Créée en 2002 à l’Opéra de Paris, la mise en scène de Robert Carsen ancre l’histoire dans le monde contemporain pour la rendre plus vibrante et actuelle. Costumes d’hommes d’affaires pour les messieurs, habits clairs pour les femmes. Le décor, froid et minimaliste, est délibérément privé de féérie. Le désenchantement d’une chambre d’hôtel aseptisée, avec le lit qui fait office de trône, trivialise l'histoire de la sirène pour donner à voir une mécanique formée par les rouages destructeurs de l’amour et de la faiblesse humaine. L’idée directrice de Robert Carsen est celle du miroir qui tantôt est simulé au niveau du plafond, tantôt latéralement, créant un univers parallèle qui pourrait bien prendre la place de l’autre. Cette image retournée, c’est le reflet dans l’eau, le miroir du rêve, l’ailleurs de la projection. Double à l’identique ou reflet antagoniste ? Entre Rusalka et la Princesse étrangère, entre le monde aquatique et le monde terrestre, il y a avant tout une incompatibilité. Le prix de l'amour est le prix du silence, qui confine à l’incompréhension, à l’impuissance. C’est précisément ce silence qui, tout en permettant à Rusalka de devenir femme, va la condamner, la coupant des autres et entraînant le désintérêt du Prince.

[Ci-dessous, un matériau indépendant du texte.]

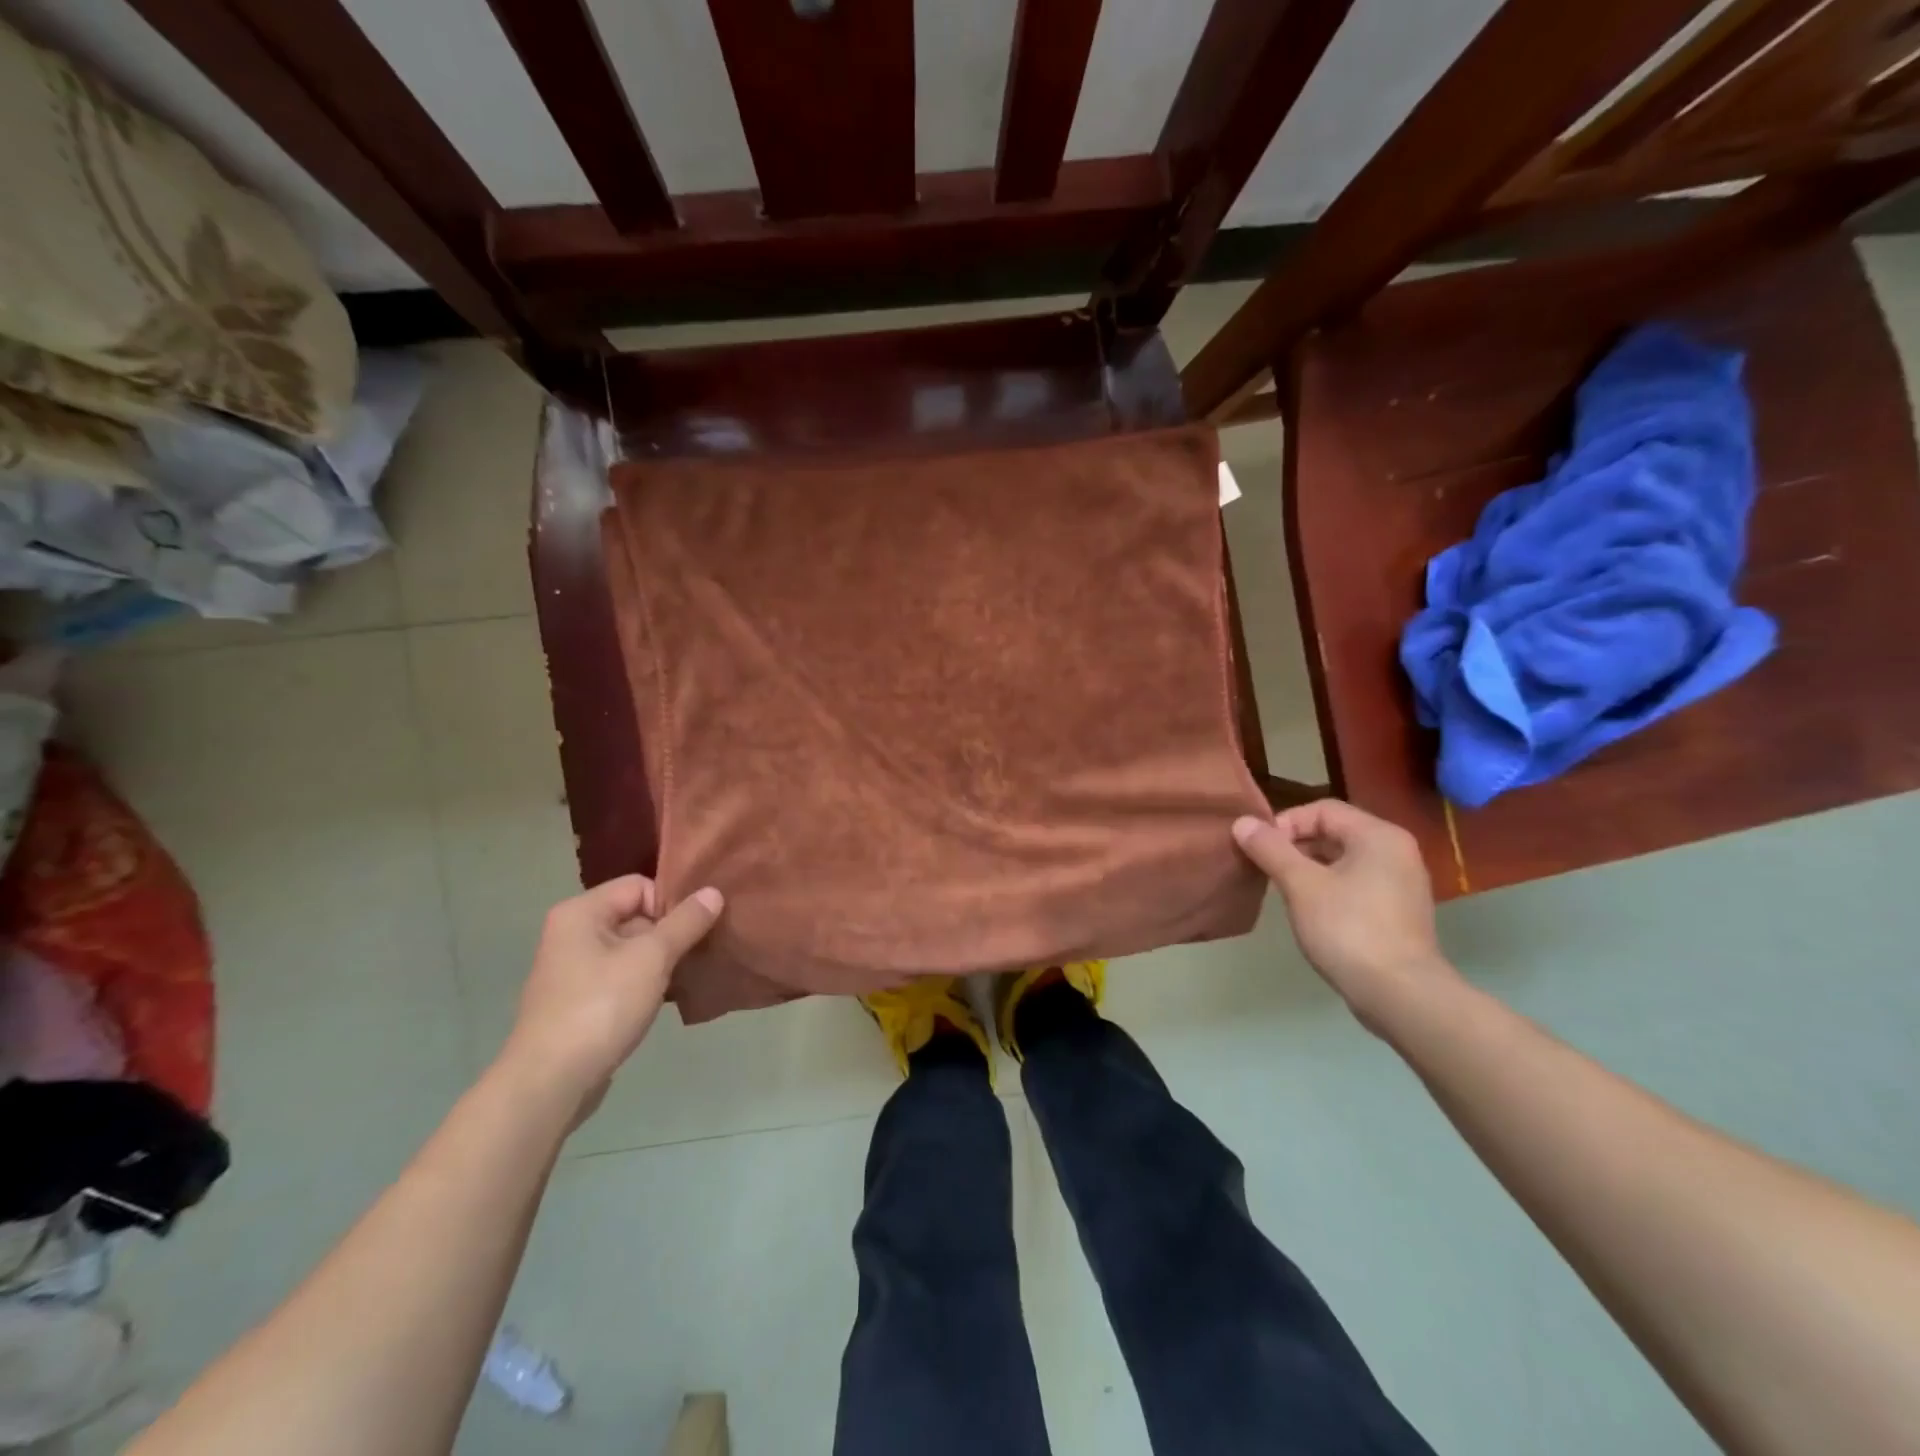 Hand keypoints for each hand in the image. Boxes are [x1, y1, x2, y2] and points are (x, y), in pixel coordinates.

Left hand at [499, 876, 722, 1118]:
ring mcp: (573, 970)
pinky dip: (646, 982)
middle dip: (670, 932)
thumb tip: (714, 891)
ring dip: (662, 960)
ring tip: (688, 974)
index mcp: (581, 912)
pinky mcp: (580, 1001)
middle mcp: (572, 933)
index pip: (639, 885)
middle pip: (636, 915)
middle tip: (699, 951)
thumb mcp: (652, 958)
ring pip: (632, 949)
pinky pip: (622, 976)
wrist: (550, 1083)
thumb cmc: (600, 1007)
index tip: (695, 929)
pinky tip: (667, 998)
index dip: (670, 902)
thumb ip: (686, 922)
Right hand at [1232, 800, 1456, 1027]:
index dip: (1285, 823)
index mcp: (1378, 835)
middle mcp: (1396, 851)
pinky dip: (1328, 887)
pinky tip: (1308, 910)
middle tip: (1265, 868)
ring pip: (1343, 860)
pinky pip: (1355, 883)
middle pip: (1334, 832)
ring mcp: (1401, 883)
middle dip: (1294, 846)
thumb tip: (1242, 822)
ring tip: (1282, 889)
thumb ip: (1270, 849)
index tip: (1260, 849)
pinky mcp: (1398, 912)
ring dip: (1308, 868)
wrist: (1401, 995)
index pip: (1322, 809)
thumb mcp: (1301, 885)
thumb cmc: (1348, 930)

La symbolique du reflet, toute riche qu’elle est, est cependant trop insistante – car systématique – et la visée psychanalytique de la mise en scène peine à convaincre. Le décor, par son vide, se tait plus qu’il ne dit ou même ne suggère. Faut-il y voir le mutisme de Rusalka ?

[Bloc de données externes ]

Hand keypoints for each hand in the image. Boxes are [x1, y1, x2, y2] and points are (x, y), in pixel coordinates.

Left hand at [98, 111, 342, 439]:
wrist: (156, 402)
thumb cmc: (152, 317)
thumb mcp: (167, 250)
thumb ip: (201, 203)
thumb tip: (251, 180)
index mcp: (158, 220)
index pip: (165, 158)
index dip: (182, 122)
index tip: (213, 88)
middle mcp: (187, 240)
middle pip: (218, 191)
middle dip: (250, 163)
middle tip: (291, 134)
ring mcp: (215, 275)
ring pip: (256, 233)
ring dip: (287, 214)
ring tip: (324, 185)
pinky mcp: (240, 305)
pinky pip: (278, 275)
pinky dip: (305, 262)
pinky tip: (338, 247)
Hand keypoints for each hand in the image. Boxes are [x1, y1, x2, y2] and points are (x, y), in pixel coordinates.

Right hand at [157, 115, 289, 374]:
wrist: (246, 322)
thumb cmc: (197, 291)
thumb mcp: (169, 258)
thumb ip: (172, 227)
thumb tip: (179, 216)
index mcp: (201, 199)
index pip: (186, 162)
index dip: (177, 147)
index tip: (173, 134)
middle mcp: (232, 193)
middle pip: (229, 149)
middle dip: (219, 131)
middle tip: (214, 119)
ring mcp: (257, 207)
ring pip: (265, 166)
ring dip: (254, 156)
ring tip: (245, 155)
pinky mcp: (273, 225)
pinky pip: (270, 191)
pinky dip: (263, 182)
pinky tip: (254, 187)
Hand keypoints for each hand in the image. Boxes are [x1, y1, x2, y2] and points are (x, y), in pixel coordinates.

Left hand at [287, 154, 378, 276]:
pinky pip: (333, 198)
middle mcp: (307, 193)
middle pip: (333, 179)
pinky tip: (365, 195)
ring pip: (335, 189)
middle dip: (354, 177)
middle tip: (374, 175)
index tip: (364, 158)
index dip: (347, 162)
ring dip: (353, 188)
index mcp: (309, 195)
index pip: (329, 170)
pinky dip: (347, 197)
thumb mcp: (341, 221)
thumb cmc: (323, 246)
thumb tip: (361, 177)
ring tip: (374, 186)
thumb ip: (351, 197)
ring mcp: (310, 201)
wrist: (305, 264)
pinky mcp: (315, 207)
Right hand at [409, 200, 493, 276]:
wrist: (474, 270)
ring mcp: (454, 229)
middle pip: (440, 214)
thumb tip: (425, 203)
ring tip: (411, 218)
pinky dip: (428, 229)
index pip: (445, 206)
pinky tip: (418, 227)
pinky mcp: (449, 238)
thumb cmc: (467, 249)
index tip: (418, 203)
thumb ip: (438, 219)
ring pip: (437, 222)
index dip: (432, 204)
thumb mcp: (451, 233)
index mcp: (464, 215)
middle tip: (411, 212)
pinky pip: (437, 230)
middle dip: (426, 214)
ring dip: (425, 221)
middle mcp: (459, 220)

Du côté des chanteurs, la palme revient au ténor Klaus Florian Vogt, rodé aux rôles wagnériens et ici dans le personnage du Prince. Aisance dans la projection, puissance sonore, clarté du timbre : sa voix s’impose d’elle-même en restant pourtant très vive et malléable, sans inertie aucune. Le rôle-titre est campé par la soprano finlandaise Camilla Nylund qui incarne une Rusalka déjà mûre, dont le tourment semble renvoyer aux inquiétudes des adultes plus qu’à celles des premières amours. La voix est d’une grande souplesse dans toute la tessiture, avec de très belles nuances piano dans le bouleversant air à la Lune. Son personnage, cependant, par défaut de légèreté et d’innocence dans le jeu, gagne difficilement en crédibilité dans le premier acte. C’est au deuxième acte qu’il se révèlera véritablement, lorsque Rusalka, désespérée et impuissante, sort de son mutisme pour parler à l’Ondin. Dans ce rôle, la présence du baryton Thomas Johannes Mayer n’est pas assez imposante, malgré une voix d’une belle tenue. La soprano Karita Mattila, en Princesse étrangère, incarne une séductrice plus vraie que nature, avec quelque chose d’effronté et d’apprêté dans la voix. La mezzo-soprano Michelle DeYoung sait transmettre l'hystérie de la sorcière sanguinaire Jezibaba, avec une homogénéité remarquable dans tous les registres.

Du côté de la chorégraphie, la scène du bal marque les esprits, danse de couple violente d’une esthétique proche du tango, qui est montrée comme une rêverie cauchemardesque de Rusalka. À la baguette, Susanna Mälkki tire de l’orchestre de belles sonorités mais peine parfois à trouver la synchronisation avec les chanteurs.